In the aftermath of the invasions, hostilities with Persia rumbled on inconsequentially until around 450 BC, during which time Athens began to style itself as Greece’s primary protector against the barbarian threat and consolidated its naval supremacy in the eastern Aegean. The Delian League was established in principle as a bulwark against further invasion, but in reality it was an extortion operation. Vast amounts of tribute were exacted from the member states. Already in 454 BC the league’s treasury had been moved to Athens, a clear sign of where the real priorities lay. The Parthenon itself was the treasury’s ultimate destination; it had, in fact, been constructed for this purpose, not (or not solely) as a regular cult temple.
3

War defined much of Greek history, and that between the Greeks and the Persians was not the last major conflict of the fifth century. In 431 BC, the Spartans, seemingly aggrieved at Athenian expansionism, declared war on Athens and began ravaging Attica, the wider territory incorporating the city. Pericles’s strategy in response was to avoid direct engagement with the fearsome hoplite warriors of Sparta and rely on their fleet instead. Walling up the citizenry within the city, however, encouraged a terrible plague that decimated the population. After Pericles himself died, more aggressive Athenian generals took the war to Sparta and won decisive victories. A short-lived truce was declared in 421 BC. In 415 BC, the Athenians attacked the city of Syracuse on Sicily, which had ethnic links to Sparta; the entire Sicilian expedition was, however, a disaster and cost Athens a sizeable proportion of its army. Sparta renewed war and built fortifications in Attica, thus turning the screw on a populace dependent on its ability to import grain.

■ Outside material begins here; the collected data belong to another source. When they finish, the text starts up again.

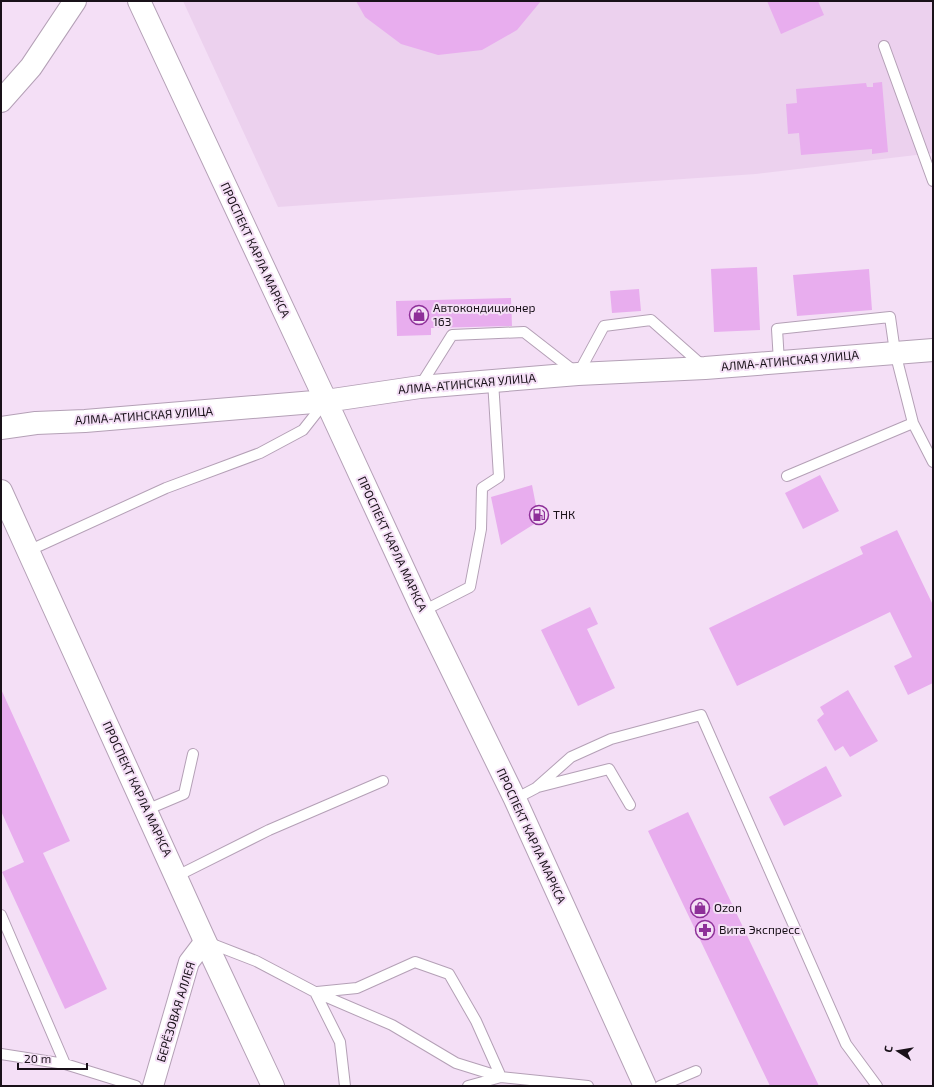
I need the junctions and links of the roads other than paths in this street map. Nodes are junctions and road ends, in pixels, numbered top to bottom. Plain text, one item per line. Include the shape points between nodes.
1 (75, 1) edge
2 (139, 1) edge
3 (884, 46) dead end
4 (1, 101) edge
5 (933, 182) edge
6 (933, 350) edge
7 (895, 352) junction
8 (779, 362) junction
9 (705, 368) junction
10 (578, 374) junction
11 (493, 381) junction
12 (420, 387) junction
13 (326, 401) junction
14 (913, 423) junction
15 (1, 428) edge
16 (933, 462) edge
17 (787, 476) dead end
18 (1, 491) edge
19 (28, 551) junction
20 (423, 611) junction
21 (193, 754) dead end
22 (383, 781) dead end
23 (536, 788) junction
24 (514, 799) junction
25 (630, 805) dead end
26 (146, 810) junction
27 (177, 876) junction
28 (1, 915) edge
29 (205, 941) junction
30 (315, 992) junction
31 (1, 1054) edge
32 (65, 1064) junction
33 (696, 1071) dead end
34 (501, 1077) junction
35 (136, 1086) edge
36 (153, 1086) edge
37 (273, 1086) edge
38 (345, 1086) edge
39 (468, 1086) edge
40 (588, 1086) edge
41 (645, 1086) edge
42 (660, 1086) edge
43 (876, 1086) edge

1 - 4 main road via 31,67
2 - 13 main road, ПРОСПЕКТ КАРЛА МАРКСА
3 - 5 lane
6 - 7 main road, АЛМА-АТИНСКАЯ УЛИЦА
7 - 8 main road, АЛМА-АТИНСКАЯ УЛИЦА
7 - 8 lane via 890,317 777,329
7 - 14 lane
8 - 9 main road, АЛМА-АТИНСКАЯ УЛИЦА
9 - 10 main road, АЛМА-АТИНСКАЯ УЛИЦА
9 - 10 lane via 651,320 604,326
10 - 11 main road, АЛМА-АТИНСКАЯ УЛИЦА
10 - 12 lane via 524,332 452,335
11 - 12 main road, АЛМА-АТИНСКАЯ УЛИЦА
11 - 20 lane via 499,477 482,488 482,529 470,586
12 - 13 main road, АЛМА-АТИНСКАЯ УЛИЦА
13 - 15 main road, АЛМА-АТИНСКАЯ УЛИЦА via 85,422 36,423
13 - 19 lane via 303,430 260,453 166,488
13 - 20 main road, ПРОСПЕКТ КАРЛА МАРКСА
14 - 16 lane
14 - 17 lane
18 - 19 main road, ПРОСПЕКТ КАРЛА МАРКСА
19 - 26 main road, ПРОСПЕКТ КАРЛА МАРКСА
20 - 24 main road, ПРОСПЕКТ КАРЛА МАРКСА
21 - 26 lane via 184,794
22 - 27 lane via 269,830
23 - 24 lane
23 - 25 lane via 609,769
23 - 43 lane via 571,757 605,742 702,715 846,1044
24 - 41 main road, ПРОСПЕКТ КАРЛА МАРКСА
26 - 27 main road, ПРОСПЕКТ КАРЛА МАРКСА
27 - 29 main road, ПРОСПЕКТ КАРЛА МАРКСА
28 - 32 lane
29 - 30 lane via 256,961
29 - 36 street, БЕРЁЗОВАЯ АЛЛЕЯ via 189,962
29 - 37 main road, ПРОСПЕКТ КАРЛА МАРКСА
30 - 34 lane via 392,1025 456,1063
30 - 34 lane via 358,988 414,962 449,974 476,1021
30 - 38 lane via 340,1042
31 - 32 lane
32 - 35 lane
33 - 42 lane
34 - 39 lane
34 - 40 lane

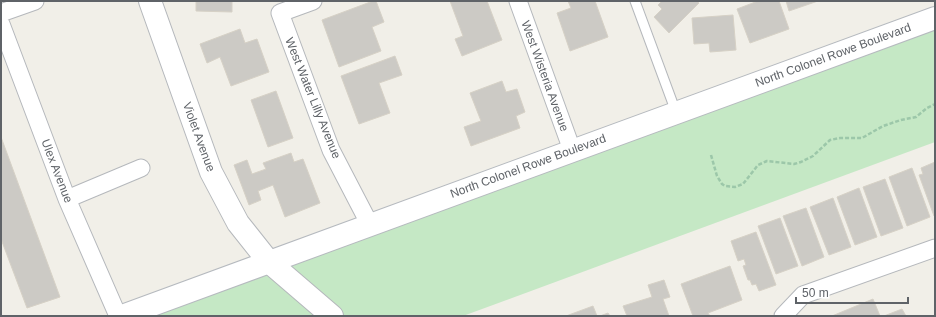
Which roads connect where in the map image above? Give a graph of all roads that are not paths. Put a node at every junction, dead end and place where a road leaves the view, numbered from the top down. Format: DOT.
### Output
graph roads {
  1 [pos="34,1"];
  2 [pos="150,1"];
  3 [pos="313,1"];
  4 [pos="518,1"];
  5 [pos="635,1"];
  6 [pos="1,13"];
  7 [pos="935,18"];
  8 [pos="1,24"];
  9 [pos="676,112"];
  10 [pos="572,150"];
  11 [pos="141,168"];
  12 [pos="67,199"];
  13 [pos="370,225"];
  14 [pos="935,248"];
  15 [pos="269,262"];
  16 [pos="118,316"];
  17 [pos="122,316"];
  18 [pos="332,316"];
  19 [pos="783,316"];
  1 -- 6 [label="street"];
  2 -- 15 [label="main road, Violet Avenue"];
  3 -- 13 [label="street, West Water Lilly Avenue"];
  4 -- 10 [label="street, West Wisteria Avenue"];
  5 -- 9 [label="lane"];
  7 -- 9 [label="main road, North Colonel Rowe Boulevard"];
  8 -- 12 [label="street, Ulex Avenue"];
  9 -- 10 [label="main road, North Colonel Rowe Boulevard"];
  10 -- 13 [label="main road, North Colonel Rowe Boulevard"];
  11 -- 12 [label="street"];
  12 -- 16 [label="street, Ulex Avenue"];
  13 -- 15 [label="main road, North Colonel Rowe Boulevard"];
  14 -- 19 [label="street"];
  15 -- 17 [label="main road, North Colonel Rowe Boulevard"];
  15 -- 18 [label="main road, Violet Avenue"];
}
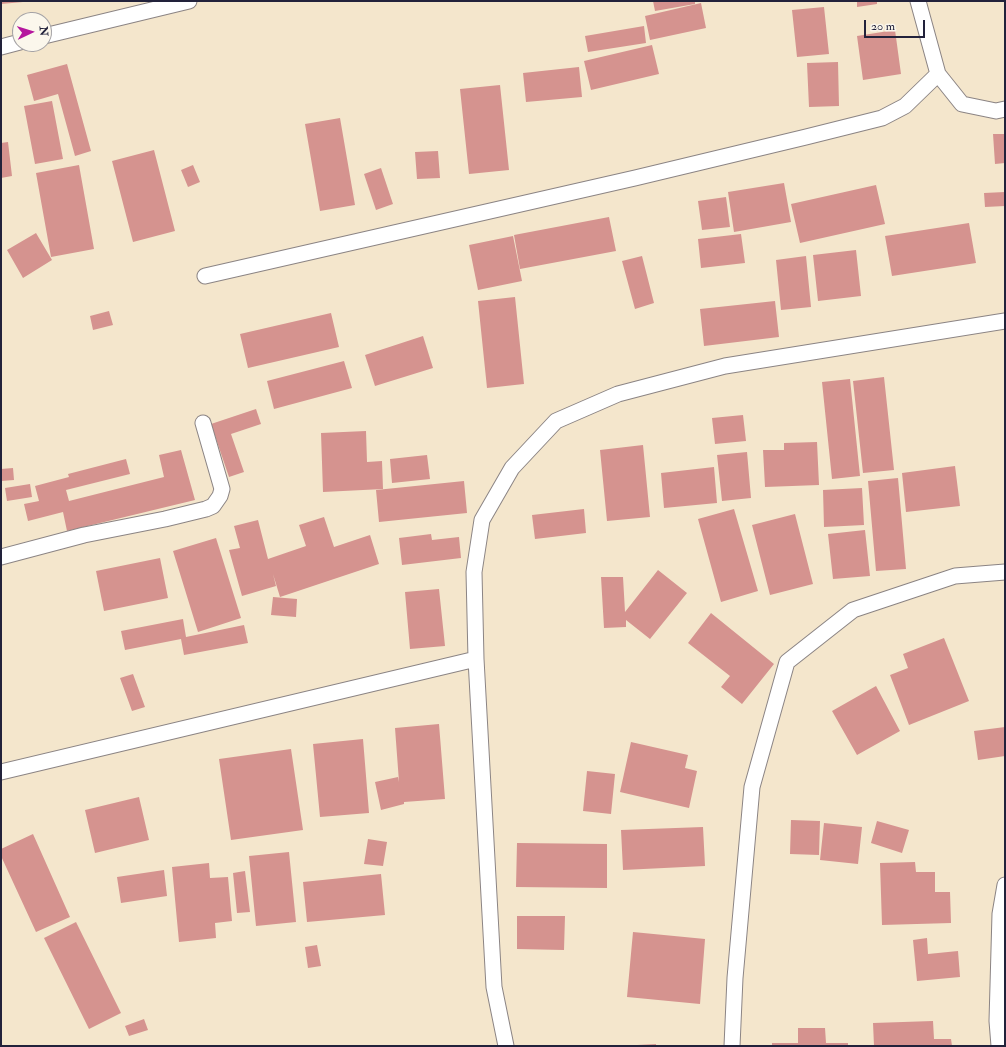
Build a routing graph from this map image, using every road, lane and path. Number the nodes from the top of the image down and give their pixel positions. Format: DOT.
graph roads {
  1 [pos="189,1"];
  2 [pos="918,1"];
  3 [pos="52,34"];
  4 [pos="12,44"];
  5 [pos="1,47"];
  6 [pos="938,74"];
  7 [pos="1005,109"];
  8 [pos="205,276"];
  9 [pos="1005,321"];
  10 [pos="203,423"];
  11 [pos="1,557"];
  12 [pos="1005,572"];
  13 [pos="476,659"];
  14 [pos="1,772"];
  15 [pos="1005,885"];
  16 [pos="506,1046"];
  17 [pos="732,1046"];
  18 [pos="1000,1046"];
  1 -- 3 [label="street"];
  2 -- 6 [label="street"];
  4 -- 5 [label="street"];
  6 -- 7 [label="street"];
  6 -- 8 [label="street"];
  9 -- 13 [label="street"];
  10 -- 11 [label="street"];
  12 -- 17 [label="street"];
  13 -- 14 [label="street"];
  13 -- 16 [label="street"];
  15 -- 18 [label="street"];
}
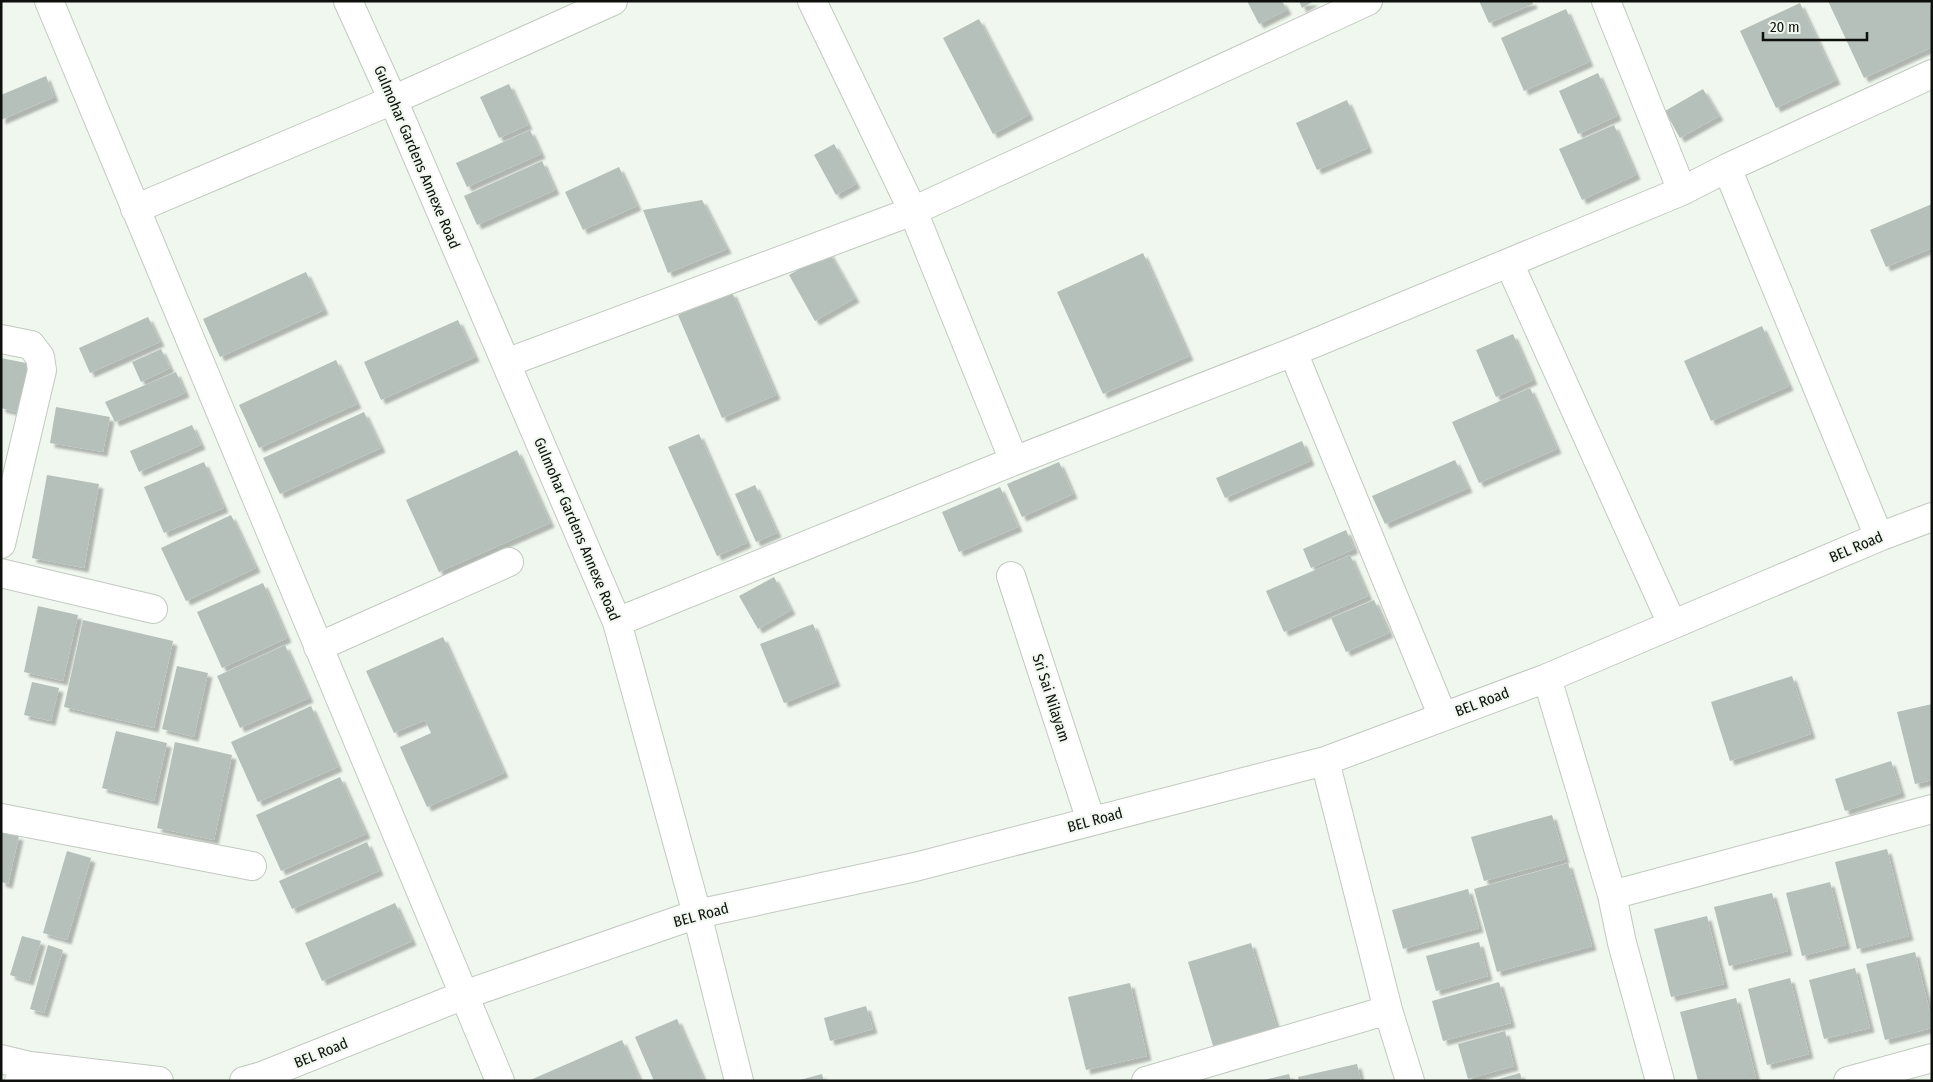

Athens finally capitulated in 404 BC. At Spartan insistence, the democratic system was abandoned, and a short-lived junta was instituted, the reign of the “Thirty Tyrants,” which saw mass executions. The thirty were toppled and democracy was restored. The victory of Philip II of Macedon over a combined Theban and Athenian force at the battle of Chaeronea in 336 BC, however, marked the end of the city’s classical period.
4

Athens was a city of paradox. It is easy to admire its political idealism, its promotion of freedom of speech and equality before the law, and its cultural vibrancy. Yet it could also be repressive and brutal. Women had no role in political life and little public recognition, outside of religion. Slave owning was widespread among the populace; absolute numbers are hard to estimate, but the unfree were certainly more numerous than the free. Life was harsh for them, most notoriously for the workers in the silver mines at Laurion: “Neither weak nor maimed nor elderly nor a feeble woman meets with sympathy or relief; all are forced by blows to endure their labour until they die horribly in the midst of this compulsion.” It must have been nigh intolerable for prostitutes, rowers in the navy, and field workers. As an imperial power, too, Athens was harsh and unforgiving toward her allies. Noncompliance was treated with the utmost severity; secession from the “alliance” could be punished by mass execution and collective enslavement.
5

These moral contradictions permeated every aspect of Athenian life, including its handling of religion. On the one hand, building on the findings of the pre-Socratics, intellectuals explored atheism with new levels of philosophical sophistication. For the first time it became possible to explain the travails of human existence—war and disease—without reference to the gods. On the other hand, Athens went through repressive phases in which atheists were persecuted. These phases were without parallel in the history of Greece, a civilization that was generally unconcerned with enforcing religious orthodoxy.